Images with bounding boxes
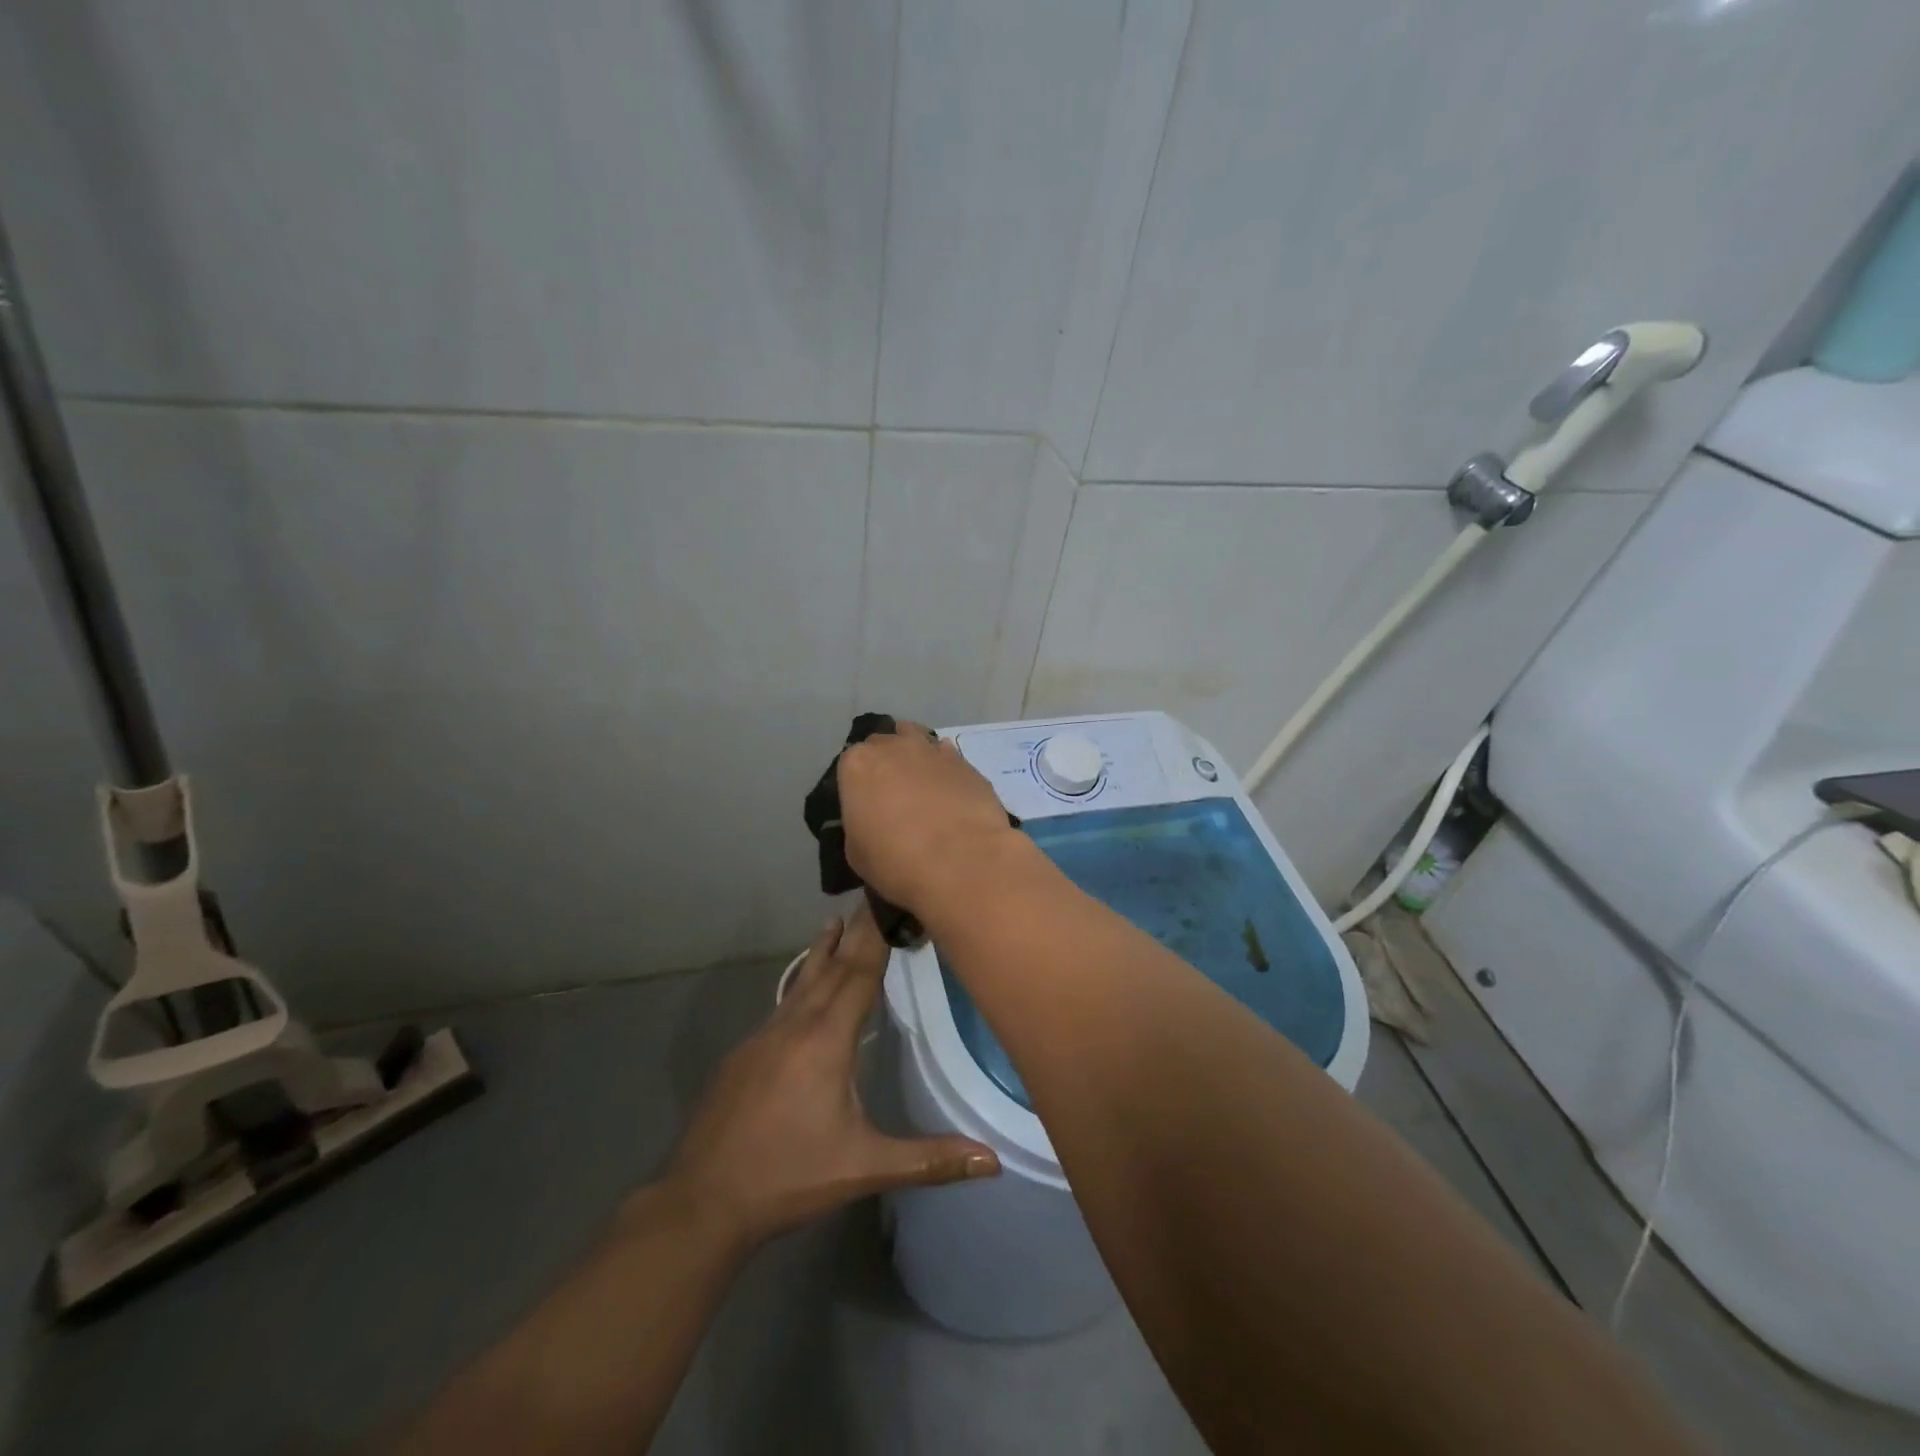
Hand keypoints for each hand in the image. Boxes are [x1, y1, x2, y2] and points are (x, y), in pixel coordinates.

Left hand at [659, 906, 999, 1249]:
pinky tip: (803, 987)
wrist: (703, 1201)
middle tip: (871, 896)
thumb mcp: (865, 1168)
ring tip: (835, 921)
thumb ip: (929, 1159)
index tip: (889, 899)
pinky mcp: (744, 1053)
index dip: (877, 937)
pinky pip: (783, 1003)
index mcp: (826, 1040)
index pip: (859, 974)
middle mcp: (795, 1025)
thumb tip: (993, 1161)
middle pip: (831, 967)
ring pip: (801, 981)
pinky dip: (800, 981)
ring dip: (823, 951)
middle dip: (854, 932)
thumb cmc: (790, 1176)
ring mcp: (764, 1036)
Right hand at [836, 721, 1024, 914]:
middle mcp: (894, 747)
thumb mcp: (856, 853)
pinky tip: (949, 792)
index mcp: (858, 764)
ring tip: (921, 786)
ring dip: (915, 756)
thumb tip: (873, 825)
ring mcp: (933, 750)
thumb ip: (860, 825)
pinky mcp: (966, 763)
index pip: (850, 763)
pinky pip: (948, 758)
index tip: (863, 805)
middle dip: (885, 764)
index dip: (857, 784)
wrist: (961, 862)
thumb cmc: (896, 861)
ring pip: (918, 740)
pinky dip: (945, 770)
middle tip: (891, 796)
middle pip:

_AIM OF THE TASK_:
Report every line in the data above in which the word "pinky" appears.

_SOLUTION FOR THIS TASK_:
pinky tip: (803, 987)
pinky mcp: (744, 1053)
pinky pip: (783, 1003)
pinky dip: (800, 981)
pinky tip: (949, 792)
pinky mcp: (966, 763)
pinky pip: (948, 758)
pinky dip: (945, 770)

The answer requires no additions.